Martha (marthas48) I actually have slowed down buying books because I have so many to read now, but I am developing a HUGE list of books to buy from reading all the posts. And it has not been easy to not order or run by the used bookstore.

message 48: by Shay (new)

Shay | 528 comments Rick wrote: "Shay wrote: "Emma wrote: "It sounds like I am coming late to the game, but I love Northanger and would love to join in the discussion here. I am also reading Moonstone and hope to jump in on that d..."

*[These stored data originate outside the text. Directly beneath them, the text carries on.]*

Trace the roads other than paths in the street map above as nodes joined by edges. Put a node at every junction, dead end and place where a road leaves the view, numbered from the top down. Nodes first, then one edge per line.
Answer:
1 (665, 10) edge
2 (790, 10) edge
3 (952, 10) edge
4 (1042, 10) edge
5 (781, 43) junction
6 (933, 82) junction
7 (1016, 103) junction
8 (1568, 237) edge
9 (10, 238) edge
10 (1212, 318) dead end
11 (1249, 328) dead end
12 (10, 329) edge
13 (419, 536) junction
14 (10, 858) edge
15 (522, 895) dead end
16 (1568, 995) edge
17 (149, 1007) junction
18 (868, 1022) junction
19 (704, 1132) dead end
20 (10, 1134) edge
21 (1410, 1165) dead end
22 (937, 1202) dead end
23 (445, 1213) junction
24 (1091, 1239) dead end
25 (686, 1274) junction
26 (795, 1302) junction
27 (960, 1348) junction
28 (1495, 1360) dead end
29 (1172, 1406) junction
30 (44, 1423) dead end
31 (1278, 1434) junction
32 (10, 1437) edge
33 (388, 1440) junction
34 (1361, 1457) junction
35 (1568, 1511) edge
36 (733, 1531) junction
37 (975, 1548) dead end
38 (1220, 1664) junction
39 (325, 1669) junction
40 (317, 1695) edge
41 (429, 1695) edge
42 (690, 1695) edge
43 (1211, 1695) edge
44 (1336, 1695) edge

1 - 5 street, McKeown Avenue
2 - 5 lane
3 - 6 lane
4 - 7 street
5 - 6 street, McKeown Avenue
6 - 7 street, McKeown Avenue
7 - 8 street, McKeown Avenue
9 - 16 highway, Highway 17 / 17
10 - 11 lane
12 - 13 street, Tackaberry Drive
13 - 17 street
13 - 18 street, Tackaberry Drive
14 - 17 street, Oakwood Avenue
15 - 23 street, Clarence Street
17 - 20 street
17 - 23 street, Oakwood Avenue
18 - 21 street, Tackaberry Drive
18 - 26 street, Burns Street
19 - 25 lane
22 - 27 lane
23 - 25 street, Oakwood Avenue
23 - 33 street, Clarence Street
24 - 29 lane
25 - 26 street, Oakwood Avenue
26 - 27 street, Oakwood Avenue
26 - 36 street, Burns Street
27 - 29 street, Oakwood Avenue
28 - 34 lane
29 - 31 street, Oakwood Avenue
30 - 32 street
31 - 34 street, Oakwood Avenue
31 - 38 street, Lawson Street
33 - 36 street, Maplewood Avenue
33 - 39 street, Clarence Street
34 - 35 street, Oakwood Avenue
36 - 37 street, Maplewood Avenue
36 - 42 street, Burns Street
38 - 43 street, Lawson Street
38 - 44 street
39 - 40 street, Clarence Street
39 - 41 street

I bought my light at B&N, paid full retail. I told my husband I could get it cheaper online, but he said no I wouldn't. Not after I ordered enough books to get free shipping. Plus, I always end up with enough books I can't resist for a second order.

message 49: by Shay (new)

Shay | 528 comments I read through Chapter 9 and am struck with how unlike Austen this book is. I read in the introduction of the book, that it was sold and unpublished. I guess she published anonymously during her lifetime and her brother bought the rights back after her death. I'm not surprised he got away with the publisher not realizing what he had. To me the hallmark of a Jane Austen book is the characters- they are so real, complex, wonderful. It's no wonder that a cottage industry has sprung out recently with authors writing works featuring either the author or one of her characters. However, I'm not finding a single character in this book that's likable or well-defined. None of them seem, I guess, like they could step off the pages into real life.

Marialyce (absltmom, yaya) I guess, Shay, it might be attributed to the beginnings of her literary career. I, too, am finding that this book tends to be more like a chore than an actual pleasure to read. I am on chapter 7 and will read some more tonight.